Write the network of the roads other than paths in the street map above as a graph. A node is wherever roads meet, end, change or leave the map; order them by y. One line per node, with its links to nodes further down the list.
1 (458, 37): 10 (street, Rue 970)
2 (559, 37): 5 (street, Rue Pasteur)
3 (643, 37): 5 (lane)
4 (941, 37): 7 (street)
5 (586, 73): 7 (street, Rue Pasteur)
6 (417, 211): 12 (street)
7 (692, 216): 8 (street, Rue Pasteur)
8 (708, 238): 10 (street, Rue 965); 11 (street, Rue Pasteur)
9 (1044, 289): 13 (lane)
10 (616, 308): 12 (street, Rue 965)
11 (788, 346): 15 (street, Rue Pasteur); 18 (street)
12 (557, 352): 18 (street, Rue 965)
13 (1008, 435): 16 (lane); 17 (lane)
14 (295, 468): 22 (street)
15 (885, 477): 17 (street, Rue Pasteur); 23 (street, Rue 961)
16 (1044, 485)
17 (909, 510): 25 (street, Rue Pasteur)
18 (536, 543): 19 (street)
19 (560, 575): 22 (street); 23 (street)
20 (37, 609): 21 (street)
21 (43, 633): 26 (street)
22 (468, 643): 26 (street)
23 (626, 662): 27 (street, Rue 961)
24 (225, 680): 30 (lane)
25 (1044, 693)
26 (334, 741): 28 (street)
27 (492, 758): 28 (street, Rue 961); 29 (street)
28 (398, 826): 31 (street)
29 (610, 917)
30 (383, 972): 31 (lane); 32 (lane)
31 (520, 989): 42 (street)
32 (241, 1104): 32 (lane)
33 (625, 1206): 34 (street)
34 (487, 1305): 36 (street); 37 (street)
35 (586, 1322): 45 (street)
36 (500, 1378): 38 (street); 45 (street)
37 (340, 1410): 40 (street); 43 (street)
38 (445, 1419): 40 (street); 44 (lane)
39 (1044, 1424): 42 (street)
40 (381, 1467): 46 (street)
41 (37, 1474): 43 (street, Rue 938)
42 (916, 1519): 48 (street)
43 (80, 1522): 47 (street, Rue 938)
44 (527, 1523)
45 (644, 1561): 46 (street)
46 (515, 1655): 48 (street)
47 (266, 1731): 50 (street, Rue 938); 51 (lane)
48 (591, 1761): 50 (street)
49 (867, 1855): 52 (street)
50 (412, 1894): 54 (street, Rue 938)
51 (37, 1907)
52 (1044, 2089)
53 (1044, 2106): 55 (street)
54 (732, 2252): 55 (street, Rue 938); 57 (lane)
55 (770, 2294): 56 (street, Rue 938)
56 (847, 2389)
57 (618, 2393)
= = = =
Assignment: Extract every line containing the string "Pasteur" from the data above.

Exercise solution:
2 (559, 37): 5 (street, Rue Pasteur)
5 (586, 73): 7 (street, Rue Pasteur)
7 (692, 216): 8 (street, Rue Pasteur)
8 (708, 238): 10 (street, Rue 965); 11 (street, Rue Pasteur)
11 (788, 346): 15 (street, Rue Pasteur); 18 (street)
15 (885, 477): 17 (street, Rue Pasteur); 23 (street, Rue 961)
17 (909, 510): 25 (street, Rue Pasteur)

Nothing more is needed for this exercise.